On April 20, 2022, García signed with the Mariachis de Guadalajara of the Mexican League. However, he was released on April 27, without having made an appearance for the club.

===Washington Nationals===
On June 6, 2022, García signed a minor league contract with the Washington Nationals organization. García spent the remainder of the year with the Double-A Harrisburg Senators, posting an 0–2 record and 6.38 ERA with 15 strikeouts in 24 innings pitched. He elected free agency following the season on November 10.

===Frederick Atlantic League Team===
On March 10, 2023, García signed with the Frederick Atlantic League Team in the Atlantic League of Professional Baseball. He pitched in 7 games for Frederick, but struggled immensely to the tune of a 14.21 ERA with 4 strikeouts in 6 1/3 innings of work. On June 4, García was released by the team.

===Fargo-Moorhead RedHawks===
On July 7, 2023, García signed with the Fargo-Moorhead RedHawks of the American Association of Professional Baseball.

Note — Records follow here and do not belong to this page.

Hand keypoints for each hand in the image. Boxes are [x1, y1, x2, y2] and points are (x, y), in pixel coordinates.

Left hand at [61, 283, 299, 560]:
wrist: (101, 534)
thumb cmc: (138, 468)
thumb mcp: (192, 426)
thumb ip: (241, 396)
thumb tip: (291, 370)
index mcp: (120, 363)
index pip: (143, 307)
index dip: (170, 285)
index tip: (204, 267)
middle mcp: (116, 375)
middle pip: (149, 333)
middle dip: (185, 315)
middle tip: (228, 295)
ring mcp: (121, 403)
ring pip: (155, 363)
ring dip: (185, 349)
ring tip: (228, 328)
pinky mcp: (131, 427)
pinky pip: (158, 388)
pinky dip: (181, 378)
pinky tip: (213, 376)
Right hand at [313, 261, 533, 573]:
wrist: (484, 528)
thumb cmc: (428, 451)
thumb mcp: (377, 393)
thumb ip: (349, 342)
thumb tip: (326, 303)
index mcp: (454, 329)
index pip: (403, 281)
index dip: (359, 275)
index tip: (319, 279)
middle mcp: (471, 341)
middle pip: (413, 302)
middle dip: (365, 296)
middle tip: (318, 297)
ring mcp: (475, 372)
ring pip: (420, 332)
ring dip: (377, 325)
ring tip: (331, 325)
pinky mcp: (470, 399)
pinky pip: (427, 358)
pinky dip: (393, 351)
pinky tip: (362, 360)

In 13 games for the RedHawks, he recorded a 5.50 ERA with 16 strikeouts in 18 innings of work.

===Lake Country DockHounds===
On August 15, 2023, García was claimed off waivers by the Lake Country DockHounds of the American Association of Professional Baseball. In 8 appearances for Lake Country, García recorded a 5.59 ERA with 4 strikeouts across 9 2/3 innings pitched.

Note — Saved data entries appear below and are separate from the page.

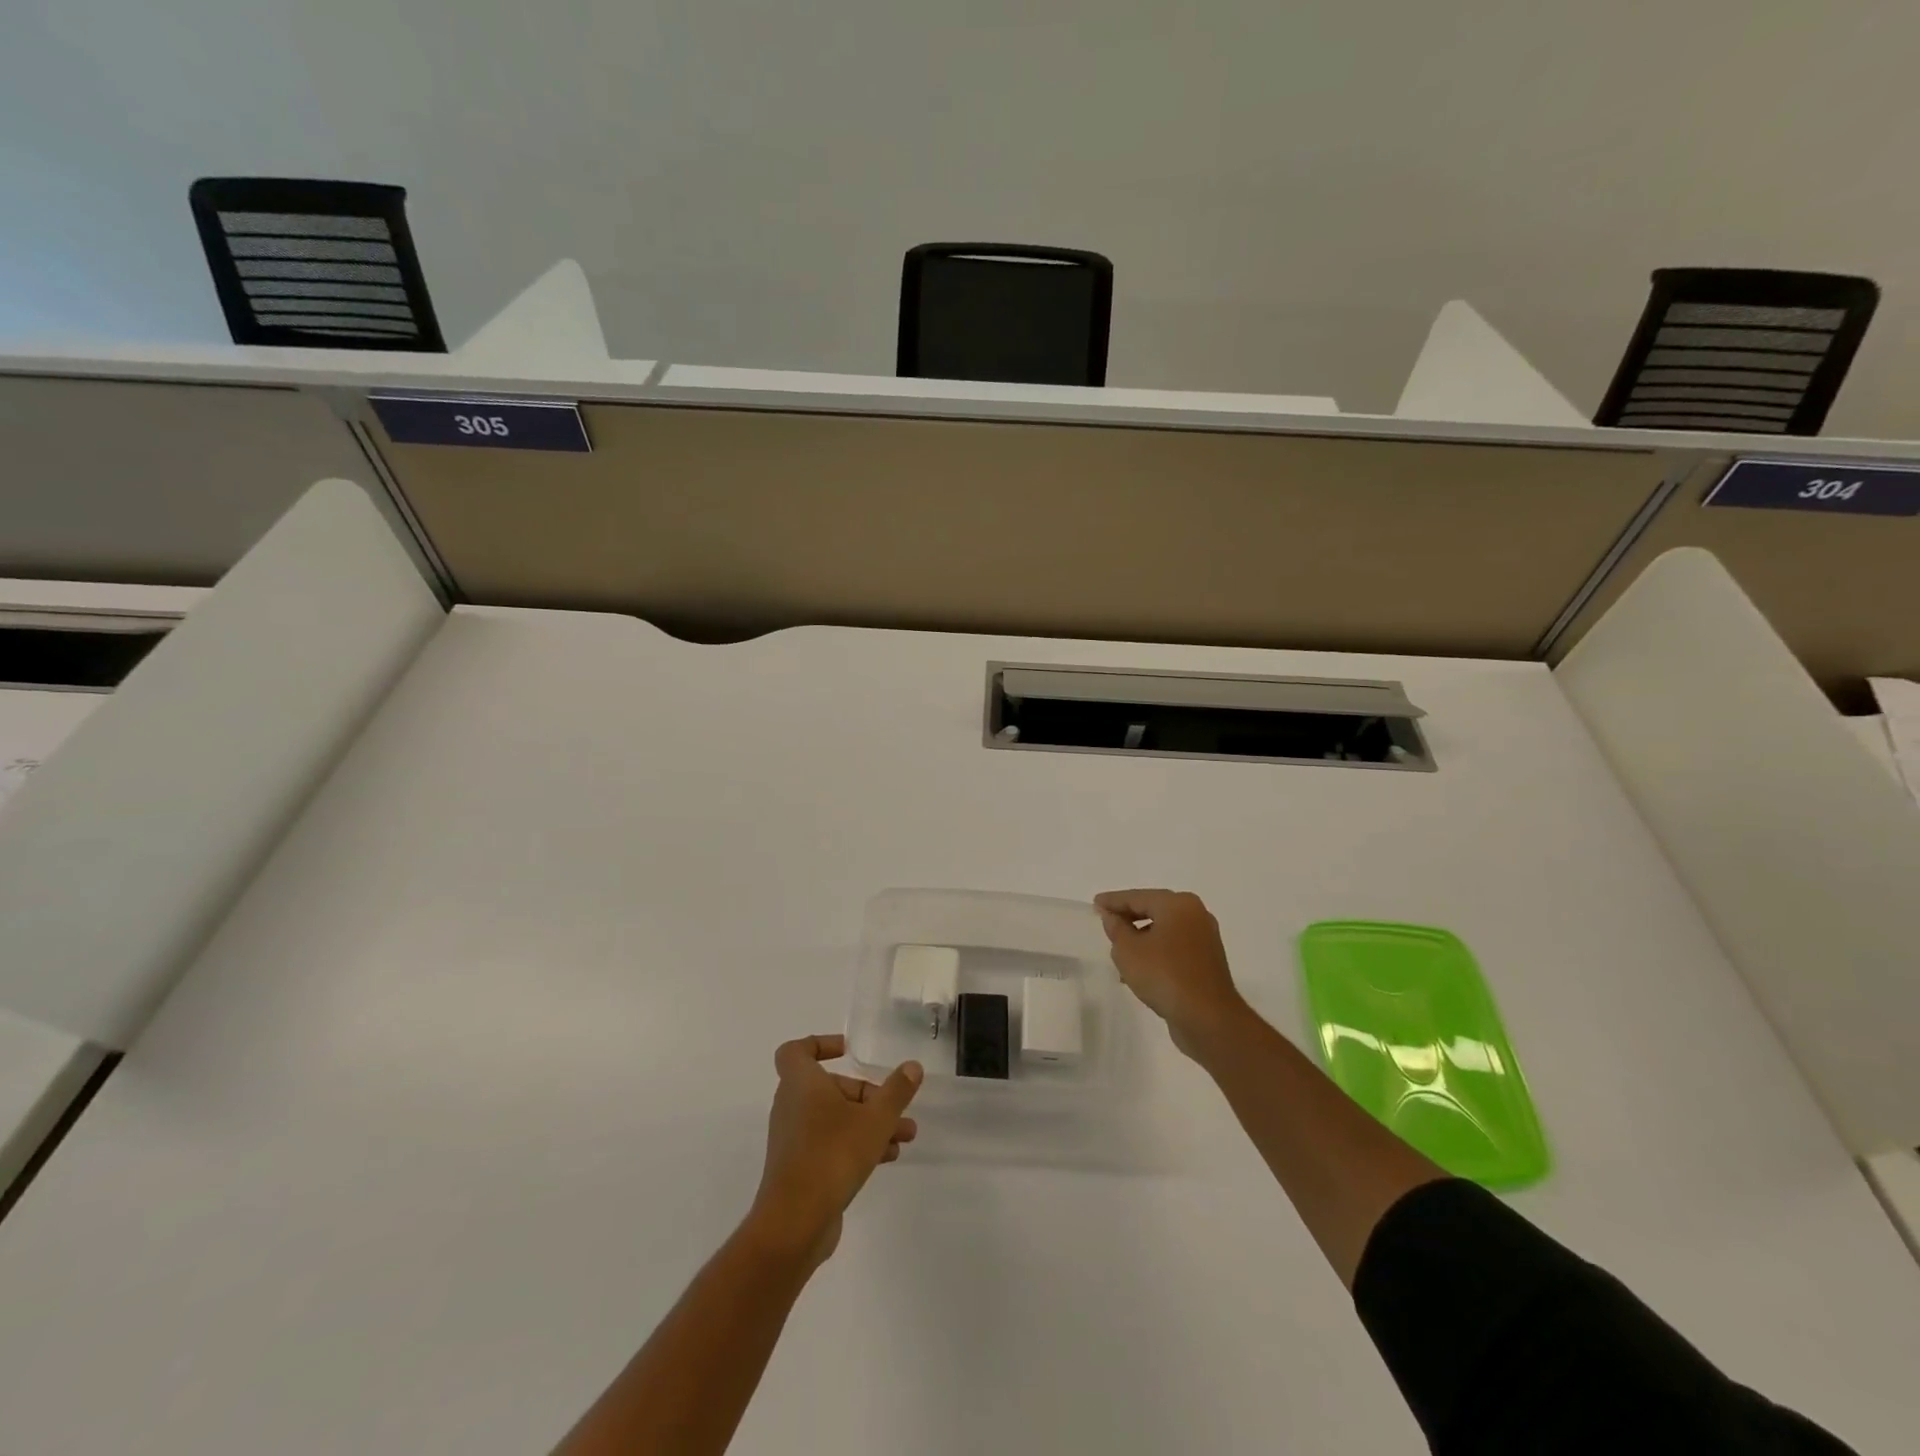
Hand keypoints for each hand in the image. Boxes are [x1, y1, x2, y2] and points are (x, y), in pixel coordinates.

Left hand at [749, 1034, 921, 1266]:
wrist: (794, 1223)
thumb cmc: (832, 1154)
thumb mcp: (875, 1119)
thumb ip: (896, 1091)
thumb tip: (912, 1066)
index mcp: (801, 1083)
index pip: (796, 1050)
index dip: (820, 1044)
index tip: (849, 1051)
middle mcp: (792, 1106)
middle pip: (829, 1087)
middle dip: (866, 1094)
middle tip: (896, 1106)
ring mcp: (793, 1139)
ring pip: (834, 1118)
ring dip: (869, 1122)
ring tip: (905, 1135)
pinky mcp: (799, 1169)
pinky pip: (829, 1143)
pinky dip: (856, 1144)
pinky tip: (887, 1157)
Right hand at [1094, 889, 1248, 1055]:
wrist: (1208, 1018)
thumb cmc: (1164, 975)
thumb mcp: (1128, 950)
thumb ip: (1116, 928)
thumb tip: (1111, 916)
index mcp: (1178, 904)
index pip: (1137, 897)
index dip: (1113, 901)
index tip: (1095, 903)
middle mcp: (1195, 915)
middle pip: (1153, 910)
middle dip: (1128, 918)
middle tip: (1106, 923)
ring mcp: (1204, 938)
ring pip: (1164, 930)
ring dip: (1141, 938)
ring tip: (1119, 952)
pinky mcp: (1207, 961)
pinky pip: (1174, 948)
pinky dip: (1156, 952)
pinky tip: (1140, 970)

On February 14, 2024, García signed with the Charros de Jalisco of the Mexican League. However, prior to the season on April 5, García was released by Jalisco.

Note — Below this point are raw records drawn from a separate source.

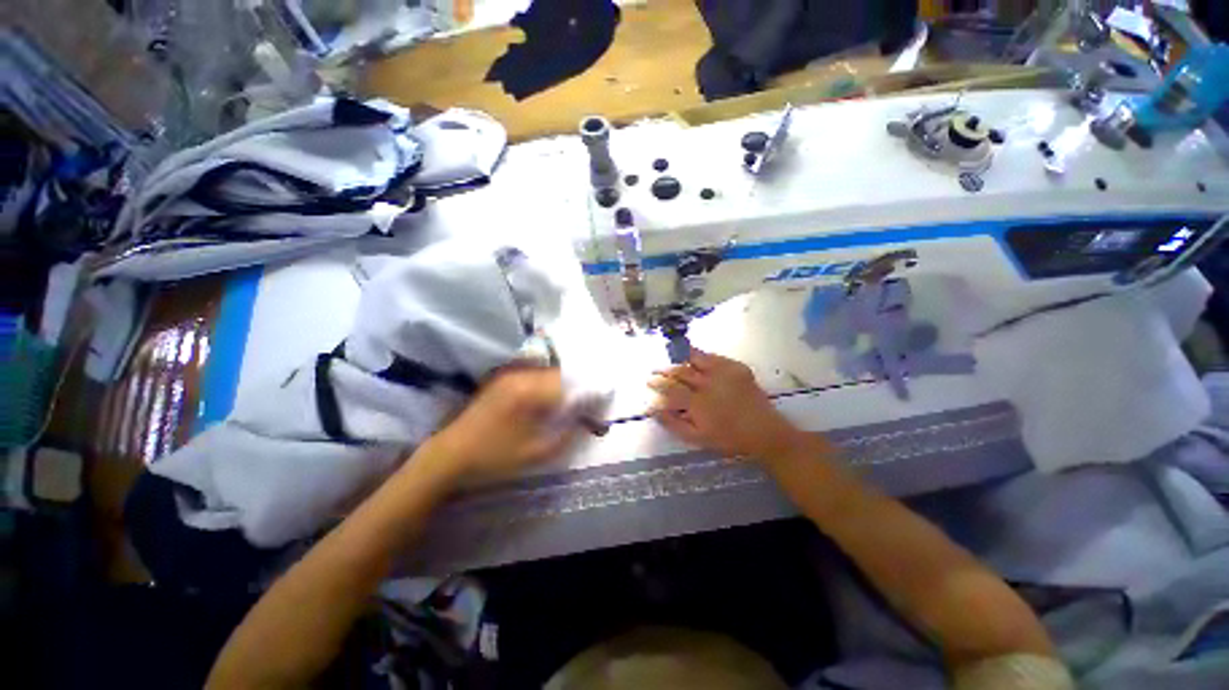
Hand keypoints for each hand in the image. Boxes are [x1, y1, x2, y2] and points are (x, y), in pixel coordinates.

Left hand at [421, 366, 578, 486]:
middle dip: (579, 385)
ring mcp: (511, 374)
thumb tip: (587, 419)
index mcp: (530, 393)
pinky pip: (535, 374)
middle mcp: (522, 376)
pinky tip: (552, 396)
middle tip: (589, 401)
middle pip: (561, 374)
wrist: (450, 454)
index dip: (589, 392)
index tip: (602, 401)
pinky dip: (549, 382)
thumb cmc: (494, 456)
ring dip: (565, 383)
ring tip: (574, 399)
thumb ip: (567, 433)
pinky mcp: (503, 378)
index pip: (571, 385)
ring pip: (549, 372)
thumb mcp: (536, 453)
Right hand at [649, 349, 809, 460]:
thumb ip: (673, 424)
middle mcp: (708, 384)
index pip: (670, 388)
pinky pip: (714, 357)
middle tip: (655, 369)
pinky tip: (696, 358)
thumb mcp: (697, 438)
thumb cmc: (728, 439)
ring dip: (681, 358)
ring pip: (696, 359)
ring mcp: (724, 373)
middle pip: (680, 371)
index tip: (648, 380)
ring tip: (672, 357)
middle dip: (665, 369)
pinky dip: (702, 357)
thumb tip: (654, 411)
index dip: (657, 383)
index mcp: (697, 403)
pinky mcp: (737, 368)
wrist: (764, 432)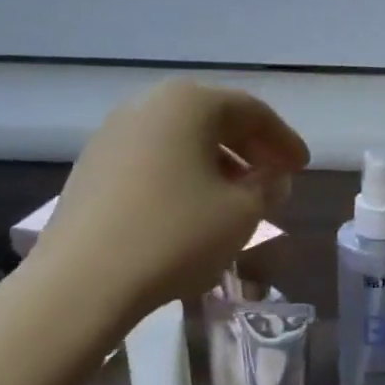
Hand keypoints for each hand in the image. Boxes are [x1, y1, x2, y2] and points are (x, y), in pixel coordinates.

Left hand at [28, 80, 307, 335]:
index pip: (252, 112)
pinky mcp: (92, 167)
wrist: (82, 281)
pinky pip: (154, 158)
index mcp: (189, 103)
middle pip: (214, 119)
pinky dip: (184, 174)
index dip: (284, 140)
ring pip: (182, 139)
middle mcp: (148, 105)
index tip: (302, 168)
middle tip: (275, 178)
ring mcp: (113, 134)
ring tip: (238, 197)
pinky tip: (193, 207)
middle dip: (251, 148)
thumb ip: (268, 187)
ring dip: (218, 163)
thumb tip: (270, 177)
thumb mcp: (242, 213)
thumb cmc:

===Acereros de Monclova===
On May 5, 2024, García signed with the Acereros de Monclova of the Mexican League. In 12 appearances, he struggled to a 10.29 ERA, giving up 8 earned runs in just seven innings pitched. García was waived by Monclova on June 12.

===Guelph Royals===
On April 28, 2025, García signed with the Guelph Royals of the Intercounty Baseball League. He made 18 appearances for Guelph, compiling a 2-3 record and 2.83 ERA with 41 strikeouts and seven saves across 41 1/3 innings pitched.

On February 3, 2026, García re-signed with the Royals.

==Pitching style==
García is known for an excellent 87 mph slider that has hard, downward action and generates more whiffs/swing compared to other pitchers' sliders.